Employers will be getting less information in criminal record checks under new regulations

Mar 4, 2016

Does your organization perform criminal record checks on potential employees and volunteers? If so, Ontario Bill 113 may affect your hiring practices.

Often these criminal record checks are used to ensure that potential hires are honest and trustworthy. Typically, employers are performing criminal record checks for positons where the employee will have access to large sums of money, high security clearance or will be working with vulnerable people such as children and seniors.

Over the past few years, many issues have been raised in regards to the information that was being released in these record reports. There was no standardized procedure of what information would be released by police agencies across the province. Often employers were receiving a variety of non-conviction information including documentation of mental health issues, suicide attempts, complaints where no actual chargers were laid, charges where acquittals were received, etc. Basically, a lot of private information about individuals was being released that had nothing to do with criminal convictions. The release of this information was creating barriers for individuals seeking employment, volunteer and education opportunities.

Bill 113 –  Police Record Checks Reform Act, 2015 

Bill 113, which received Royal Assent on December 3, 2015 (but is not yet in effect), will standardize the information that is released by police agencies across the province.
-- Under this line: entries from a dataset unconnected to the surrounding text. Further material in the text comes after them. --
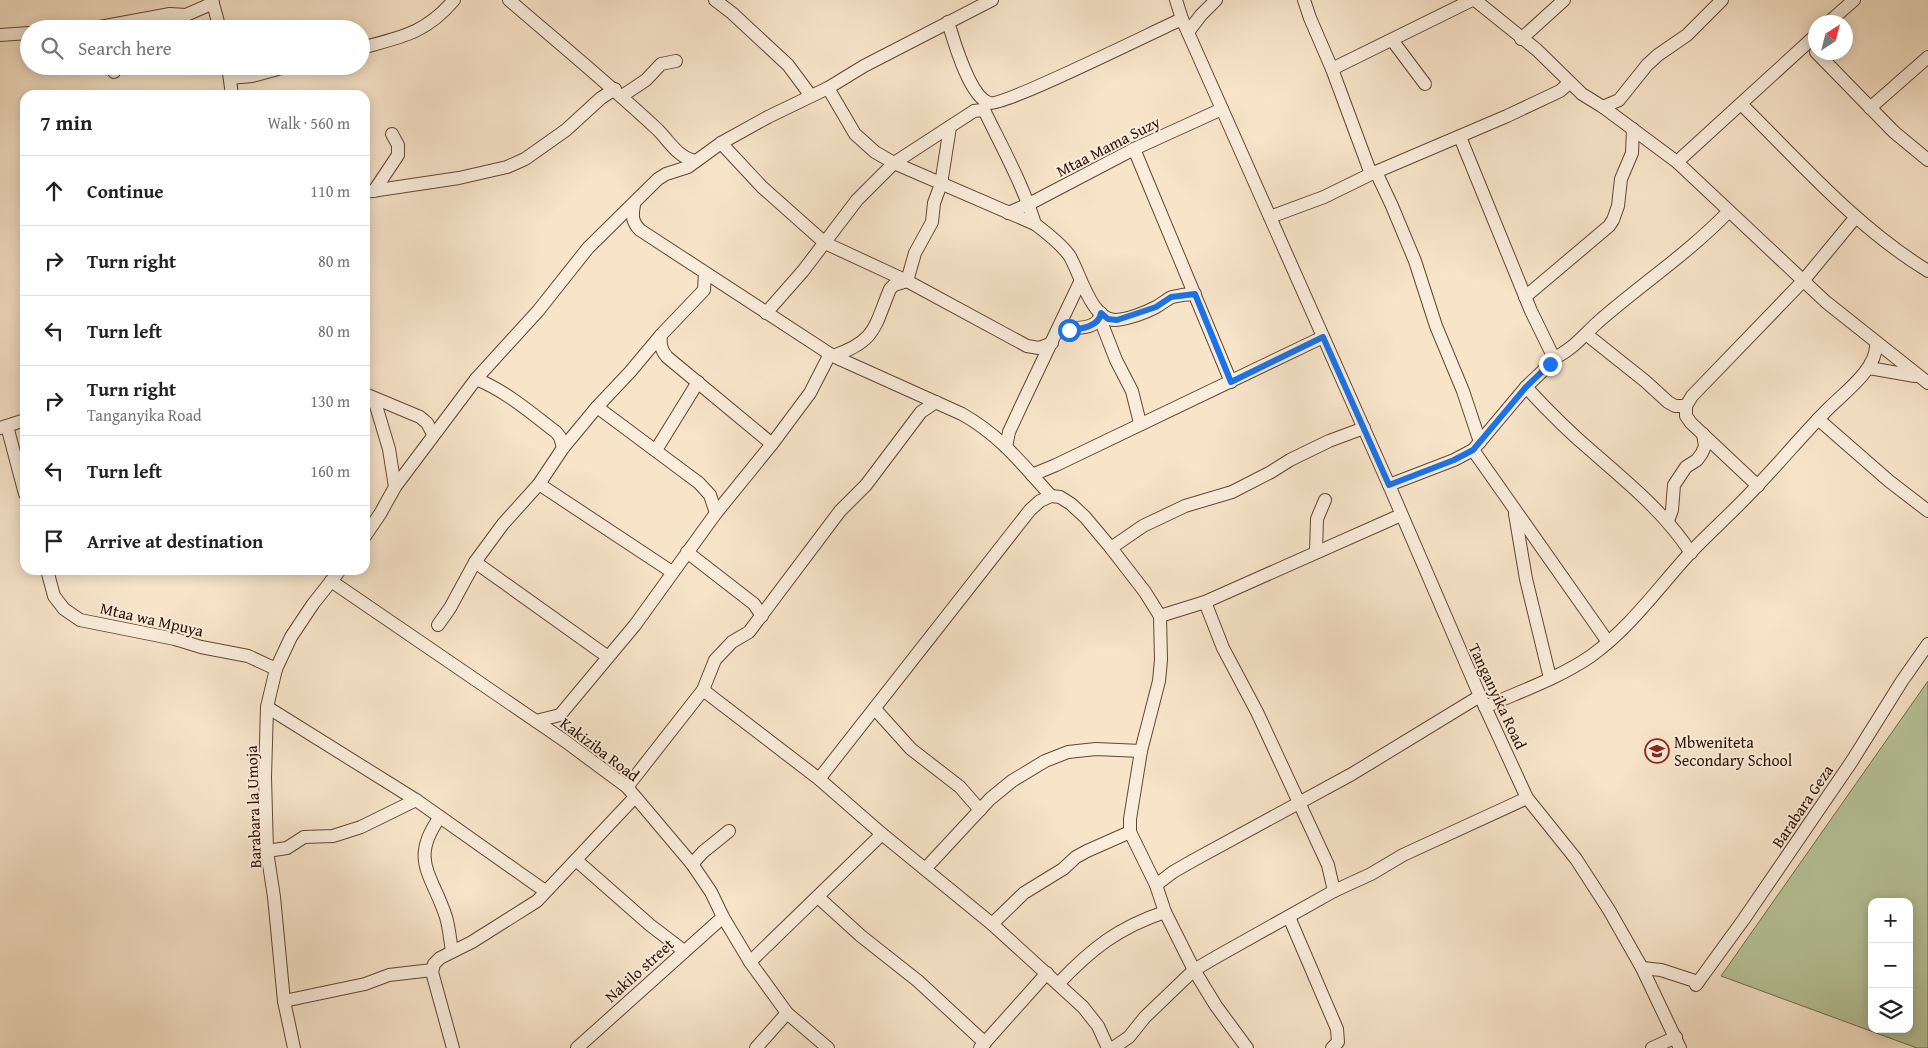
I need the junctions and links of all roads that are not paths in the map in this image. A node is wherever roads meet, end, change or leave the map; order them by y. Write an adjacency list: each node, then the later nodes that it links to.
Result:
1 (454, 0): 25 (street)
2 (715, 0): 37 (street)
3 (1176, 0): 15 (street, Tanganyika Road)
4 (1216, 0): 20 (street)
5 (1304, 0): 30 (street)
6 (1473, 0): 23 (street); 24 (street)
7 (1564, 0): 23 (street)
8 (1722, 0): 39 (street)
9 (1854, 0): 14 (street)
10 (985, 1): 19 (street)
11 (212, 2): 13 (street); 18 (street)
12 (517, 3): 36 (street)
13 (170, 14): 16 (street); 17 (street)
14 (1837, 15)
15 (1182, 19): 19 (street); 20 (street, Tanganyika Road)
16 (138, 20)
17 (168, 20)
18 (217, 20)
19 (948, 22): 34 (street)
20 (1188, 32): 40 (street, Tanganyika Road)
21 (20, 34): 22 (street)
22 (0, 35)
23 (1521, 39): 32 (street)
24 (1392, 40): 30 (street); 33 (street)
25 (370, 46)
26 (1808, 50): 38 (street)
27 (1928, 57): 41 (street)
28 (1826, 60): 41 (street)
29 (676, 61): 36 (street)
30 (1332, 69): 54 (street)
31 (229, 75): 35 (street)
32 (1569, 83): 39 (street); 45 (street)
33 (1425, 84)
34 (828, 88): 37 (street); 52 (street)
35 (231, 90)
36 (619, 93): 48 (street); 57 (street)
37 (811, 96): 46 (street)
38 (1741, 104): 51 (street); 63 (street)
39 (1603, 107): 43 (street)
40 (1222, 108): 47 (street, Mtaa Mama Suzy); 62 (street, Tanganyika Road)
41 (1870, 108): 49 (street)
42 (950, 127): 52 (street); 55 (street); 58 (street)
43 (1633, 129): 51 (street); 74 (street)
44 (392, 134): 56 (street)
45 (1460, 136): 54 (street); 74 (street)
46 (721, 143): 50 (street); 65 (street)
47 (1134, 149): 58 (street, Mtaa Mama Suzy); 73 (street)
48 (680, 154): 50 (street); 53 (street)
49 (1928, 160)
50 (696, 161): 53 (street)
51 (1677, 162): 60 (street)
52 (894, 163): 55 (street); 65 (street)
53 (677, 170): 59 (street)
54 (1373, 173): 62 (street); 107 (street)
55 (941, 184): 61 (street); 68 (street)
56 (370, 191)
57 (370, 192)
58 (1029, 204): 61 (street, Mtaa Mama Suzy); 64 (street)
59 (634, 205): 67 (street); 88 (street)
60 (1729, 211): 69 (street); 78 (street)
61 (1008, 213): 64 (street)
62 (1270, 217): 80 (street, Tanganyika Road)
63 (1855, 218): 66 (street); 69 (street)
64 (1036, 224): 71 (street)
65 (825, 243): 68 (street); 75 (street)
66 (1926, 266)
67 (706, 273): 70 (street); 72 (street)
68 (907, 281): 83 (street); 84 (street)
69 (1803, 281): 82 (street); 96 (street)
70 (720, 282): 72 (street); 75 (street)
71 (1080, 282): 76 (street); 77 (street)
72 (704, 290): 79 (street)
73 (1195, 294): 76 (street); 91 (street)
74 (1525, 297): 85 (street)
75 (766, 313): 84 (street)
76 (1100, 316): 77 (street); 101 (street)
77 (1059, 329): 81 (street)
78 (1586, 334): 85 (street); 96 (street)
79 (661, 335): 90 (street); 97 (street)
80 (1323, 337): 91 (street); 103 (street, Tanganyika Road)
81 (1052, 343): 83 (street); 87 (street)
82 (1876, 343): 86 (street); 89 (street)
83 (1027, 346): 87 (street)
84 (831, 355): 93 (street); 106 (street)
85 (1552, 360): 92 (street)
86 (1869, 368): 89 (street); 98 (street)
87 (1038, 370): 108 (street)
88 (476, 379): 104 (street); 109 (street)
89 (1924, 380)
90 (698, 382): 106 (street); 110 (street)
91 (1231, 382): 101 (street)
92 (1526, 387): 107 (street); 123 (street)
93 (910, 391): 95 (street); 100 (street)
94 (370, 396): 104 (street); 116 (street)
95 (936, 402): 100 (street); 108 (street)
96 (1686, 406): 105 (street)
97 (597, 407): 109 (street); 110 (street)
98 (1818, 419): 115 (street); 120 (street)
99 (20, 422): 102 (street)
100 (913, 422): 135 (street)
101 (1140, 424): 111 (street)
102 (4, 427): 112 (street)
103 (1364, 428): 114 (street, Tanganyika Road); 125 (street)
104 (433, 434): 116 (street)
105 (1704, 434): 115 (street); 123 (street)
106 (772, 444): 121 (street)
107 (1476, 446): 114 (street); 119 (street)
108 (1006, 447): 111 (street)
109 (563, 448): 113 (street)
110 (656, 450): 121 (street)
111 (1032, 475): 117 (street)
112 (20, 478)
113 (538, 484): 129 (street); 130 (street)
114 (1389, 485): 122 (street, Tanganyika Road)
115 (1758, 486): 128 (street)
116 (395, 487): 124 (street)
117 (1051, 496): 125 (street); 146 (street)
118 (1325, 500): 127 (street)
119 (1514, 509): 138 (street); 142 (street)
120 (1928, 511)
121 (716, 513): 126 (street)
122 (1401, 515): 127 (street); 144 (street, Tanganyika Road)
123 (1668, 521): 128 (street)
124 (370, 529)
125 (1111, 548): 136 (street)
126 (687, 552): 130 (street); 135 (street)
127 (1316, 552): 134 (street)
128 (1691, 553): 138 (street)
129 (475, 562): 137 (street); 140 (street)
130 (672, 572): 140 (street)
131 (48, 575): 141 (street, Mtaa wa Mpuya)
132 (336, 575): 133 (street, Barabara la Umoja)
133 (331, 580): 141 (street, Barabara la Umoja); 148 (street, Kakiziba Road)
134 (1205, 602): 136 (street); 155 (street)
135 (762, 616): 143 (street)
136 (1160, 616): 150 (street)
137 (438, 625)
138 (1608, 642): 142 (street)
139 (1928, 644): 176 (street, Barabara Geza)
140 (608, 656): 147 (street)
141 (276, 669): 145 (street, Barabara la Umoja)
142 (1550, 678): 144 (street)
143 (703, 690): 151 (street); 152 (street)
144 (1483, 701): 153 (street, Tanganyika Road); 155 (street)
145 (267, 707): 154 (street); 161 (street, Barabara la Umoja)
146 (875, 709): 151 (street); 156 (street)
147 (560, 715): 148 (street); 149 (street)
148 (536, 721): 149 (street, Kakiziba Road)
149 (565, 741): 152 (street, Kakiziba Road)
150 (1141, 751): 156 (street); 159 (street)
151 (819, 779): 160 (street)
152 (631, 792): 162 (street); 163 (street, Kakiziba Road)
153 (1527, 798): 167 (street); 176 (street, Tanganyika Road)
154 (416, 800): 157 (street); 161 (street)
155 (1299, 801): 165 (street); 167 (street)
156 (980, 810): 164 (street)
157 (440, 817): 166 (street); 173 (street)
158 (729, 831): 163 (street)
159 (1130, 832): 165 (street); 172 (street)
160 (882, 834): 164 (street); 168 (street)
161 (267, 851): 181 (street, Barabara la Umoja)
162 (576, 860): 166 (street); 174 (street)
163 (692, 864): 170 (street, Kakiziba Road)
164 (925, 869): 172 (street)
165 (1156, 885): 169 (street)
166 (545, 891): 173 (street)
167 (1334, 891): 171 (street)
168 (818, 897): 175 (street); 184 (street)
169 (1165, 912): 178 (street); 180 (street)
170 (723, 917): 174 (street, Nakilo street); 175 (street, Kakiziba Road)
171 (1288, 917): 178 (street); 185 (street)
172 (992, 924): 179 (street)
173 (452, 951): 177 (street)
174 (684, 951): 188 (street, Nakilo street)
175 (750, 962): 182 (street, Kakiziba Road)
176 (1642, 968): 183 (street, Tanganyika Road)
177 (432, 970): 181 (street); 187 (street)
178 (1194, 970): 192 (street); 193 (street)
179 (1047, 973): 180 (street); 184 (street)
180 (1058, 984): 191 (street)
181 (284, 1002): 186 (street, Barabara la Umoja)
182 (787, 1012): 189 (street); 190 (street, Kakiziba Road)
183 (1678, 1043): 194 (street)
184 (982, 1045)
185 (1337, 1046)
186 (294, 1048)
187 (453, 1048)
188 (578, 1048)
189 (756, 1048)
190 (828, 1048)
191 (1108, 1048)
192 (1113, 1048)
193 (1246, 1048)
194 (1652, 1048)

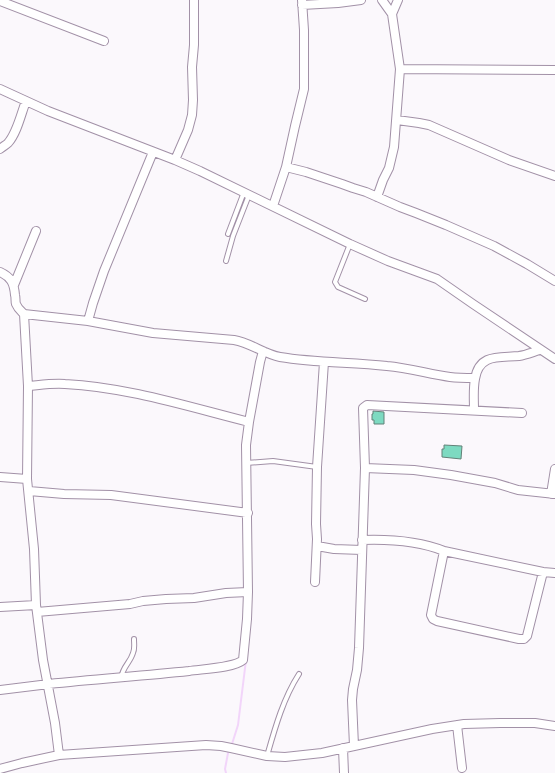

It establishes 3 categories of criminal record checks:

  • Criminal Record Checks;
  • Criminal Record and Judicial matters checks; and
  • Vulnerable sector checks

Non-conviction information will not be disclosed in criminal record checks. However, non-conviction information may be released in a vulnerable sector check if it meets specific criteria outlined in the Act. If a pardon has been granted, a conviction will not be disclosed regardless of the category.

The Act also stipulates that the individual must first receive the results of the records check and the records check will only be provided to the organization requesting the records after the individual has seen the results and provided written consent to release them. The individual has the right to request reconsideration after receiving the report if he/she disputes the information contained in the report.

Lessons to be Learned:

  1. Employers will no longer receive information related to mental health.
  2. The record check process will likely take longer given that the individual must approve the release after reviewing the result.
  3. If an individual requests reconsideration, the process could be delayed further, which may affect start dates.